Compressed ultrafast photography (CUP) was a good starting point them. At 100 billion frames per second, this method approached, but did not meet, the specifications required to integrate femtosecond lasers. To improve on the concept, the new T-CUP system was developed based on a femtosecond streak camera that also incorporates a data acquisition type used in applications such as tomography.

“We knew that by using only a femtosecond streak camera, the image quality would be limited,” says Professor Lihong Wang, the Bren Professor of Medial Engineering and Electrical Engineering at Caltech and the Director of Caltech Optical Imaging Laboratory (COIL).. “So to improve this, we added another camera that acquires a static image. Combined with the image acquired by the femtosecond streak camera, we can use what is called a Radon transformation to obtain high-quality images while recording ten trillion frames per second.”

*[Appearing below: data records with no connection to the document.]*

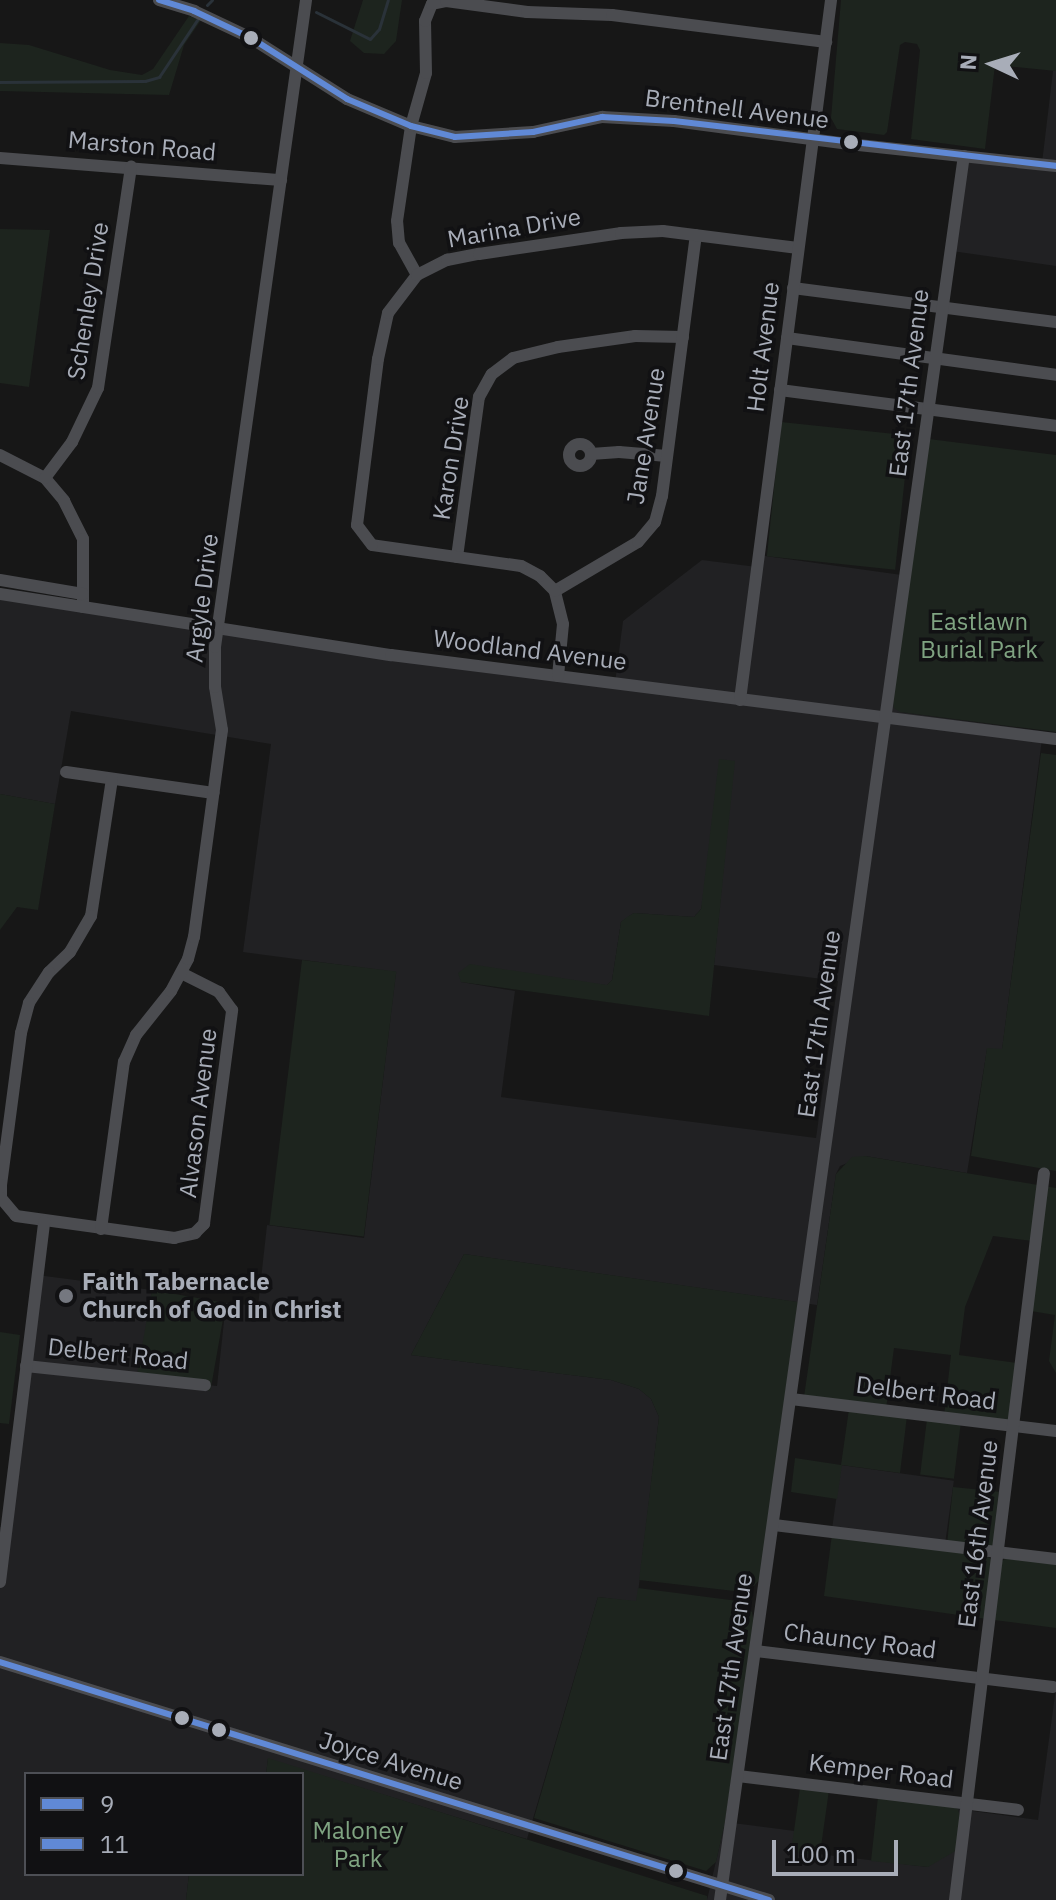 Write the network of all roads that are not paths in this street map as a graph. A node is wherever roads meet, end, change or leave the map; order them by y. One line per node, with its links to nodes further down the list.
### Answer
1 (159, 0): 5 (street, Brentnell Avenue)
2 (306, 0): 5 (street, Argyle Drive)
3 (831, 0): 4 (street, Holt Avenue)
4 (826, 42): 6 (street); 7 (street, Holt Avenue)
5 (297, 67): 6 (street, Brentnell Avenue); 12 (street, Argyle Drive)
6 (411, 126): 7 (street, Brentnell Avenue); 15 (street)
7 (813, 140): 8 (street, Brentnell Avenue); 14 (street, Holt Avenue)
8 (964, 156): 11 (street, Brentnell Avenue); 17 (street, East 17th Avenue)
9 (0, 158): 10 (street, Marston Road)
10 (131, 166): 12 (street, Marston Road); 29 (street, Schenley Drive)
11 (1056, 166)
12 (281, 180): 35 (street, Argyle Drive)
13 (696, 235): 14 (street, Marina Drive); 15 (street, Marina Drive); 19 (street, Jane Avenue)
14 (798, 248): 16 (street, Holt Avenue)
15 (417, 275): 30 (street, Marina Drive)
16 (793, 288): 17 (street); 20 (street, Holt Avenue)
17 (941, 306): 18 (street); 21 (street, East 17th Avenue)
18 (1056, 322)
19 (683, 337): 28 (street, Jane Avenue); 30 (street, Karon Drive)
20 (787, 338): 21 (street); 23 (street, Holt Avenue)
21 (935, 359): 22 (street); 24 (street, East 17th Avenue)
22 (1056, 375)
23 (780, 390): 24 (street); 37 (street, Holt Avenue)
24 (929, 410): 25 (street); 38 (street, East 17th Avenue)
25 (1056, 426)
26 (591, 454): 28 (street)
27 (0, 455): 29 (street)
28 (667, 456): 32 (street, Jane Avenue)
29 (45, 478): 34 (street)
30 (457, 557): 32 (street)
31 (0, 580): 34 (street)
32 (555, 591): 36 (street)
33 (0, 594): 34 (street, Woodland Avenue)
34 (83, 600): 35 (street, Woodland Avenue)
35 (218, 630): 36 (street, Woodland Avenue); 42 (street, Argyle Drive)
36 (558, 676): 37 (street, Woodland Avenue)
37 (740, 700): 38 (street, Woodland Avenue)
38 (885, 717): 39 (street, Woodland Avenue); 49 (street, East 17th Avenue)
39 (1056, 739)
40 (66, 772): 41 (street)
41 (112, 779): 42 (street); 45 (street)
42 (214, 793): 43 (street, Argyle Drive)
43 (181, 973): 46 (street, Argyle Drive); 46 (street, Alvason Avenue)
44 (1044, 1173): 50 (street, East 16th Avenue)
45 (44, 1222): 46 (street); 47 (street)
46 (101, 1229)
47 (26, 1366): 48 (street, Delbert Road); 55 (street)
48 (205, 1385)
49 (791, 1399): 50 (street, Delbert Road); 52 (street, East 17th Avenue)
50 (1013, 1426): 51 (street, Delbert Road); 53 (street, East 16th Avenue)
51 (1056, 1431)
52 (774, 1525): 53 (street); 56 (street, East 17th Avenue)
53 (998, 1552): 54 (street); 58 (street, East 16th Avenue)
54 (1056, 1559)
55 (0, 1582)
56 (756, 1651): 58 (street, Chauncy Road); 60 (street, East 17th Avenue)
57 (0, 1662): 63 (street, Joyce Avenue)
58 (982, 1678): 59 (street, Chauncy Road); 61 (street, East 16th Avenue)
59 (1053, 1687)
60 (738, 1776): 61 (street, Kemper Road); 63 (street, East 17th Avenue)
61 (967, 1804): 62 (street, Kemper Road); 65 (street, East 16th Avenue)
62 (1018, 1810)
63 (721, 1893): 64 (street, Joyce Avenue)
64 (769, 1900)
65 (955, 1900)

Single-shot real-time femtosecond imaging of temporal focusing

"While the concept of focusing usually applies to the spatial domain, it is equally applicable to the time domain. Real-time imaging of temporal focusing of single ultrashort laser pulses is of great significance in exploring the physics of the space–time duality and finding diverse applications. The drastic changes in the width and intensity of an ultrashort laser pulse during temporal focusing impose a requirement for femtosecond-level exposure to capture the instantaneous light patterns generated in this exquisite phenomenon. Thus far, established ultrafast imaging techniques either struggle to reach the desired exposure time or require repeatable measurements. We have developed single-shot 10-trillion-frame-per-second compressed ultrafast photography (T-CUP), which passively captures dynamic events with 100-fs frame intervals in a single camera exposure. The synergy between compressed sensing and the Radon transformation empowers T-CUP to significantly reduce the number of projections needed for reconstructing a high-quality three-dimensional spatiotemporal datacube. As the only currently available real-time, passive imaging modality with a femtosecond exposure time, T-CUP was used to record the first-ever movie of non-repeatable temporal focusing of a single ultrashort laser pulse in a dynamic scattering medium. T-CUP’s unprecedented ability to clearly reveal the complex evolution in the shape, intensity, and width of a temporally focused pulse in a single measurement paves the way for single-shot characterization of ultrashort pulses, experimental investigation of nonlinear light-matter interactions, and real-time wavefront engineering for deep-tissue light focusing."